A principal components analysis (PCA) was performed to examine the association of ∆ with environmental variables (soil depth, moss mat, and “health” rating). Samples were identified by geographical region as either “Mountains” (seven sampled populations) or “Piedmont/Coastal Plain” (five sampled populations) (Table 2). Analysis was performed in PC-ORDTM 7 (McCune and Mefford 2016). Additionally, a parametric two-way ANOVA with Bonferroni correction was used to test the effects of region, season, and region x season on ∆ (α=0.05).
Stomatal Analysis - Stomatal density was assessed as an ancillary method for determining variation in transpiration across regions and compared to results from ∆. Leaf peels were generated from the samples collected from each of the 12 Carolina localities. In the lab, the nail polish layer on the underside of the leaf was over-laid with clear double-sided tape, then carefully peeled off and mounted on a slide with an imprint of the lower epidermis. Using a compound microscope at 400x, the total number of stomata in the view field (0.45mm area) were counted in three different areas and then averaged for the approximate stomatal density of the leaf. The radial length and width of each leaf imprint was then measured from the center to compare density with leaf area. Area of the leaf was then calculated as an ellipse using the equation A=πab, where area (A) is the product of π , the longest radial length (a), and the longest radial width (b).
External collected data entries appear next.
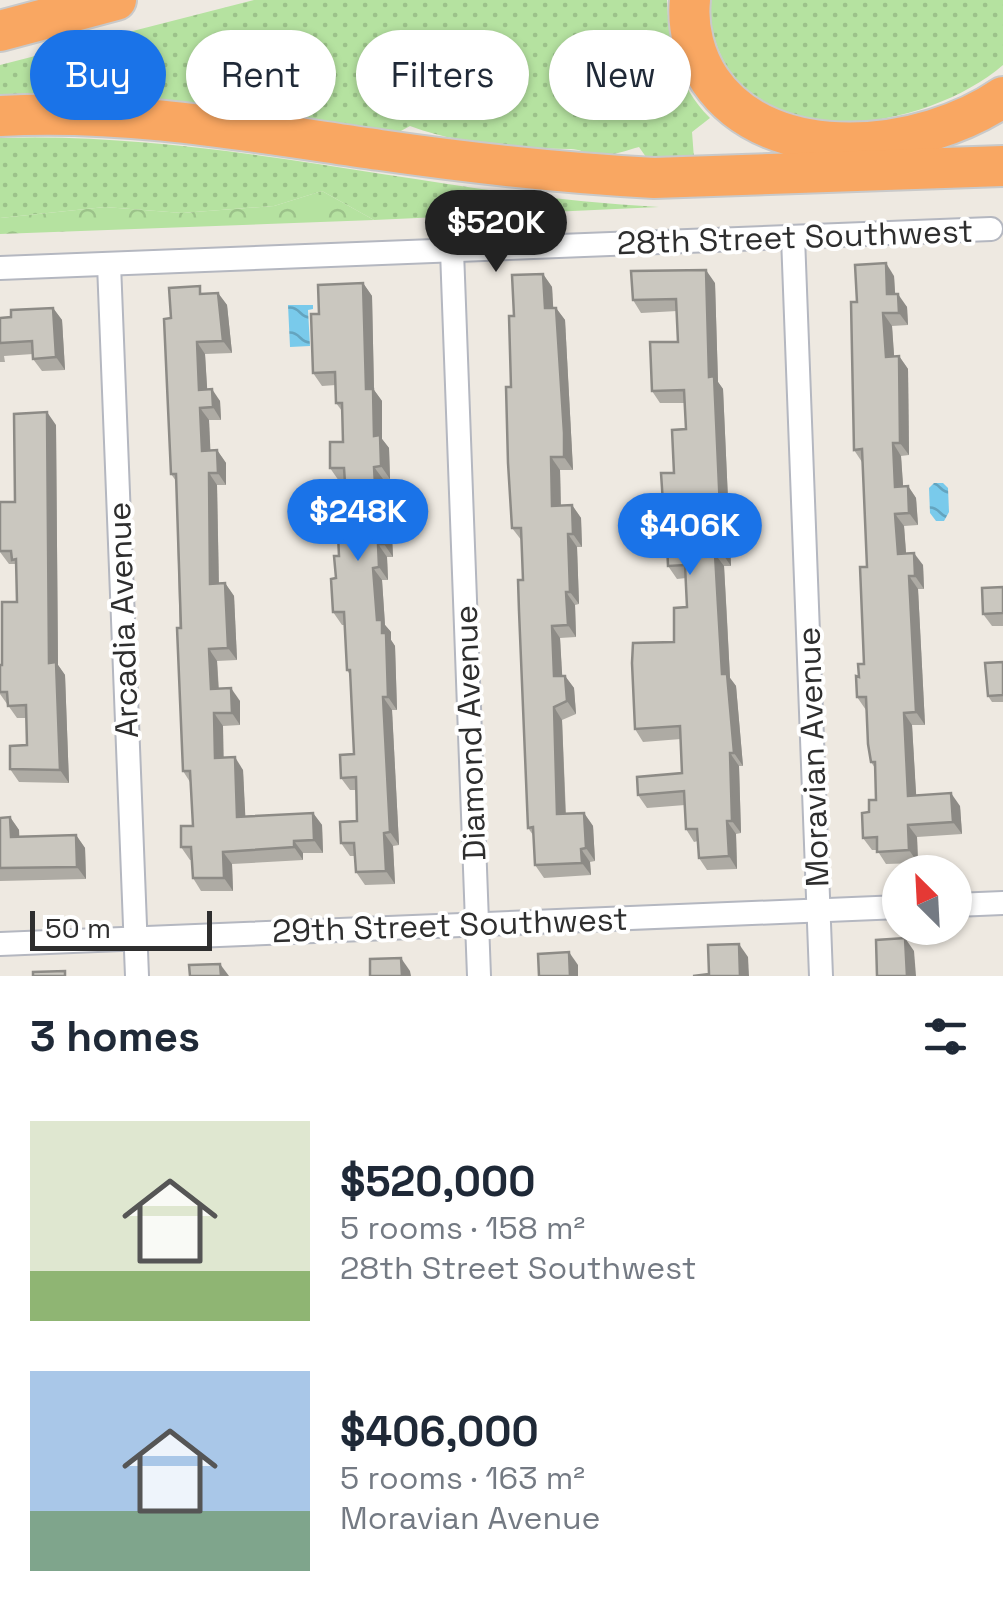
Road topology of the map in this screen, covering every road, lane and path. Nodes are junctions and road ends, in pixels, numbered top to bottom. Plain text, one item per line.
1 (116, 0) edge
2 (690, 0) edge
3 (0, 31) edge
4 (1003, 97) edge
5 (0, 116) edge
6 (1003, 166) edge
7 (990, 230) dead end
8 (793, 237) junction
9 (452, 250) junction
10 (109, 264) junction
11 (0, 268) edge
12 (1003, 903) edge
13 (972, 904) edge
14 (882, 908) edge
15 (819, 910) junction
16 (477, 924) junction
17 (135, 938) junction
18 (0, 944) edge
19 (137, 976) edge
20 (479, 976) edge
21 (822, 976) edge

1 - 3 highway
2 - 4 highway
5 - 6 highway
7 - 8 street, 28th Street Southwest
8 - 9 street, 28th Street Southwest
8 - 15 street, Moravian Avenue
9 - 10 street, 28th Street Southwest
9 - 16 street, Diamond Avenue
10 - 11 street, 28th Street Southwest
10 - 17 street, Arcadia Avenue
12 - 13 street
14 - 15 street, 29th Street Southwest
15 - 16 street, 29th Street Southwest
15 - 21 street, Moravian Avenue
16 - 17 street, 29th Street Southwest
16 - 20 street, Diamond Avenue
17 - 18 street, 29th Street Southwest
17 - 19 street, Arcadia Avenue

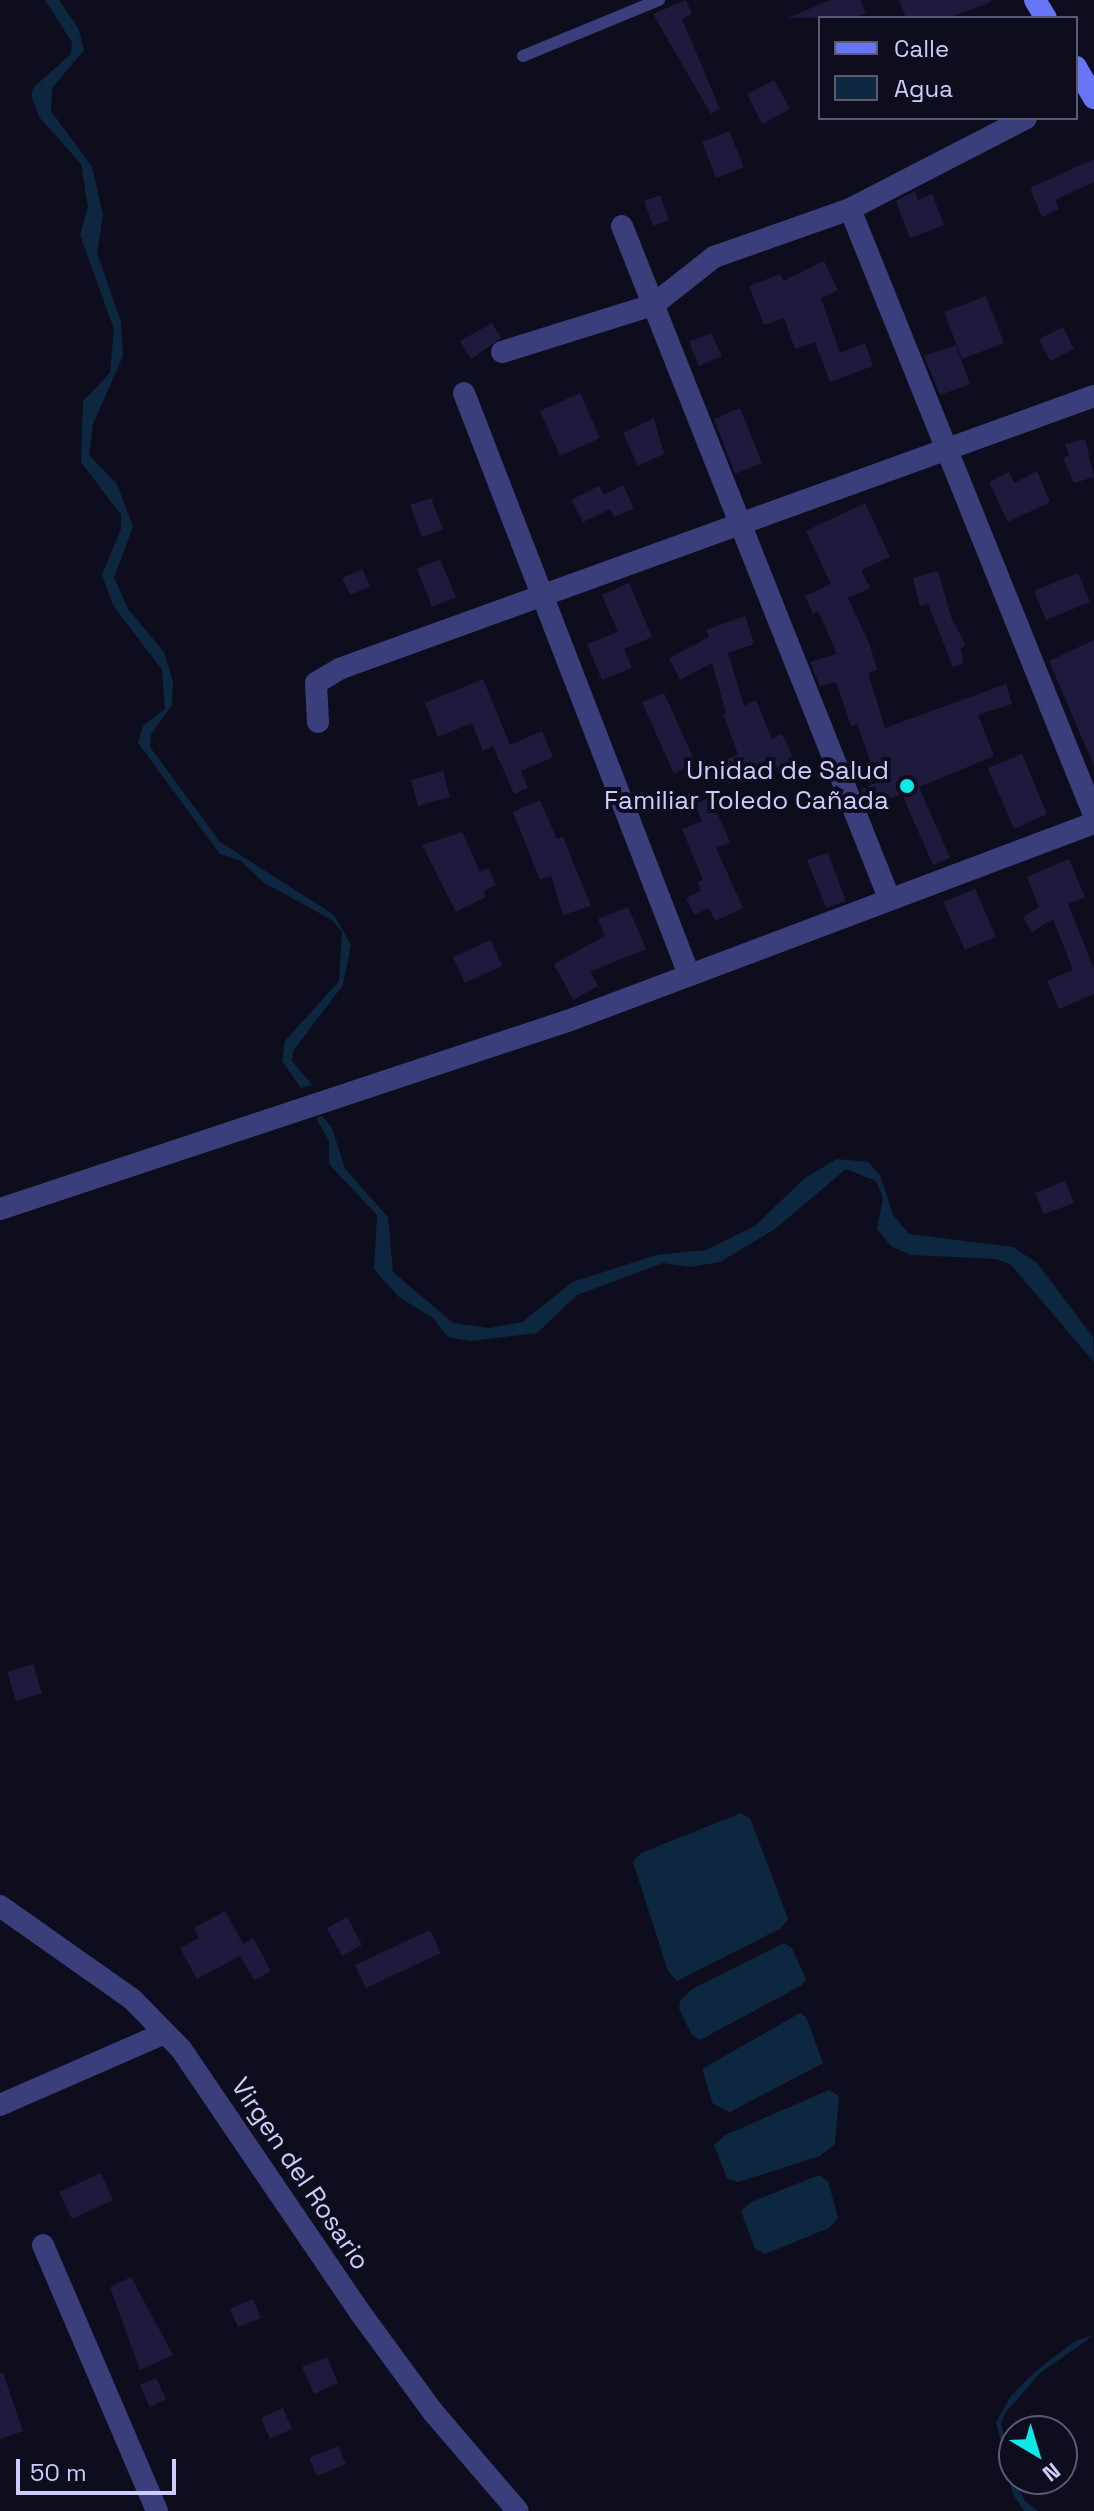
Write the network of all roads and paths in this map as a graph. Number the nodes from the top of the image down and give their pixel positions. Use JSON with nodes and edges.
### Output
{"nodes":[{"id":1,"x":659,"y":0,"type":"edge"},
{"id":2,"x":523,"y":56,"type":"dead end"},
{"id":3,"x":1022,"y":120,"type":"edge"},
{"id":4,"x":850,"y":209,"type":"junction"},
{"id":5,"x":622,"y":226,"type":"dead end"},
{"id":6,"x":653,"y":305,"type":"junction"},
{"id":7,"x":502,"y":352,"type":"dead end"},
{"id":8,"x":464,"y":393,"type":"dead end"},
{"id":9,"x":1094,"y":396,"type":"edge"},
{"id":10,"x":948,"y":449,"type":"junction"},
{"id":11,"x":738,"y":523,"type":"junction"},
{"id":12,"x":541,"y":593,"type":"junction"},
{"id":13,"x":318,"y":722,"type":"dead end"},
{"id":14,"x":1094,"y":815,"type":"edge"},
{"id":15,"x":1094,"y":823,"type":"edge"},
{"id":16,"x":889,"y":898,"type":"junction"},
{"id":17,"x":688,"y":972,"type":"junction"},
{"id":18,"x":0,"y":1209,"type":"edge"},
{"id":19,"x":0,"y":1906,"type":"edge"},
{"id":20,"x":165,"y":2033,"type":"junction"},
{"id":21,"x":0,"y":2105,"type":"edge"},
{"id":22,"x":43,"y":2245,"type":"dead end"},
{"id":23,"x":157,"y":2511,"type":"edge"},
{"id":24,"x":518,"y":2511,"type":"edge"}],
"edges":[{"from":1,"to":2,"type":"lane"},
{"from":3,"to":4,"type":"street"},
{"from":4,"to":6,"type":"street"},
{"from":4,"to":10,"type":"street"},
{"from":5,"to":6,"type":"street"},
{"from":6,"to":7,"type":"street"},
{"from":6,"to":11,"type":"street"},
{"from":8,"to":12,"type":"street"},
{"from":9,"to":10,"type":"street"},
{"from":10,"to":11,"type":"street"},
{"from":10,"to":14,"type":"street"},
{"from":11,"to":12,"type":"street"},
{"from":11,"to":16,"type":"street"},
{"from":12,"to":13,"type":"street"},
{"from":12,"to":17,"type":"street"},
{"from":15,"to":16,"type":"street"},
{"from":16,"to":17,"type":"street"},
{"from":17,"to":18,"type":"street"},
{"from":19,"to":20,"type":"street","name":"Virgen del Rosario"},
{"from":20,"to":21,"type":"street"},
{"from":20,"to":24,"type":"street","name":"Virgen del Rosario"},
{"from":22,"to":23,"type":"street"}]}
Two-sample t-tests were used to test for significance between the mean stomatal density and mean leaf area of the two regions (α = 0.05). Finally, a linear regression analysis was performed to test for the influence of stomatal density on CID (∆).
The WUEData.xlsx file contains all data used for the PCAs, seasons separated by fill color (white = spring, grey = fall sampling). CID was converted to delta as (outlined in the methods) for all other analyses and these values can be found in the LeafCharacters+CID. xlsx, along with measures of stomatal density and leaf area. The nexus file contains all aligned sequences for all three gene regions used in phylogeographic analyses.
Program for the Study of Developed Shorelines (WCU)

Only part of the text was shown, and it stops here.